15. The method of claim 12, further comprising:

acquiring a packaged data stream, and decapsulating the packaged data stream to obtain the first code stream and the second code stream;

for the visitor with the unmasking authority of the second type authority level, according to the pixel value of each pixel position in the second video image, determining the position information of a rectangular area formed by the pixel positions of which the pixel values are not the preset values as the position information of the masked area in the second video image;

copying the pixel value of the appointed shielding area in the second video image to the corresponding position in the shielding image according to the position information of the shielding area in the second video image and a preset position mapping relation to obtain the video image of the appointed shielding area after the shielding processing is removed, and displaying the video image of the appointed shielding area after the shielding processing is removed; the preset position mapping relation comprises a mapping relation between the position of the shielding area in the shielding image and the position of the shielding area in the second video image.
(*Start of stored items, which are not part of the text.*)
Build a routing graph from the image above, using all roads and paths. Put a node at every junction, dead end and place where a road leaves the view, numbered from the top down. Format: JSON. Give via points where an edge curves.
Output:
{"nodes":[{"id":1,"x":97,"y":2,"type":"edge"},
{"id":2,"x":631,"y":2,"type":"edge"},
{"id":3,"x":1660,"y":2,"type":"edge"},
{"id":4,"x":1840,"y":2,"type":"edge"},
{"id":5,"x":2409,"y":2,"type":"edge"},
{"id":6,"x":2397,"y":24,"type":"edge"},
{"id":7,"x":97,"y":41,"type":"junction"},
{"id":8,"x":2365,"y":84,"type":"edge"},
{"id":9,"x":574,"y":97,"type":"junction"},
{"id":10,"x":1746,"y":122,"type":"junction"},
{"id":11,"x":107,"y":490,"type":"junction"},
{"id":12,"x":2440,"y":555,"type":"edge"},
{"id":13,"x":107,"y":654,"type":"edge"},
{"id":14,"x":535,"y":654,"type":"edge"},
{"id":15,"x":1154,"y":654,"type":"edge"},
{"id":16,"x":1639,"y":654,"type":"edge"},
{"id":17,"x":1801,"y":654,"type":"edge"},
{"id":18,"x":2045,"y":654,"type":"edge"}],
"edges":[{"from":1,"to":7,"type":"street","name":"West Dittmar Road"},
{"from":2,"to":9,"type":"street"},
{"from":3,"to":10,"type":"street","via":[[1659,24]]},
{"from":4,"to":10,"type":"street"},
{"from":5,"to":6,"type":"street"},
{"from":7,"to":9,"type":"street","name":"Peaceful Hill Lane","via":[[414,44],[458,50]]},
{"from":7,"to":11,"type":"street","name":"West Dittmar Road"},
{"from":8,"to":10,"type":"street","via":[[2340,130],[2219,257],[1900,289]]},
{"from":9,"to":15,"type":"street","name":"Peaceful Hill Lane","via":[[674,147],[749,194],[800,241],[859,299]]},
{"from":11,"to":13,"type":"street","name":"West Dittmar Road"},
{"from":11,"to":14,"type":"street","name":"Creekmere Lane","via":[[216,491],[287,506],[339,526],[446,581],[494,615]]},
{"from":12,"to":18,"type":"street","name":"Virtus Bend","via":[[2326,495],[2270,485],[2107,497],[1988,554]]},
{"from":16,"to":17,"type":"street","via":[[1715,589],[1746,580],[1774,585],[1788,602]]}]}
16. An encoding apparatus, the apparatus being deployed in a front-end video capture device, the apparatus comprising:

17. A decoding apparatus corresponding to the encoding apparatus of claim 16, comprising:

an obtaining unit configured to obtain an encapsulated data stream;

the decapsulation unit is used for decapsulating the encapsulated data stream to obtain a first code stream, a second code stream and position information of an area to be masked;

a display unit configured to display the mask image;

the decoding unit is further configured to decode the first code stream to obtain a mask image and decrypt and decode the second code stream to obtain a second video image for an accessor whose unmasking authority is at a second type authority level; the second type authority level is a level with a designated occlusion region viewing authority, the designated occlusion region comprises at least one occlusion region in the occlusion image, and the occlusion region is a region obtained after the occlusion region to be occluded in the first video image is occluded;

18. An encoding end device comprising a processor and a machine-readable storage medium storing machine-executable instructions executable by the processor, the processor being configured to execute the machine-executable instructions to implement the method of any one of claims 1-11.

19. A decode-side device comprising a processor and a machine-readable storage medium storing machine-executable instructions executable by the processor for executing the machine-executable instructions to implement the method of any one of claims 12-15.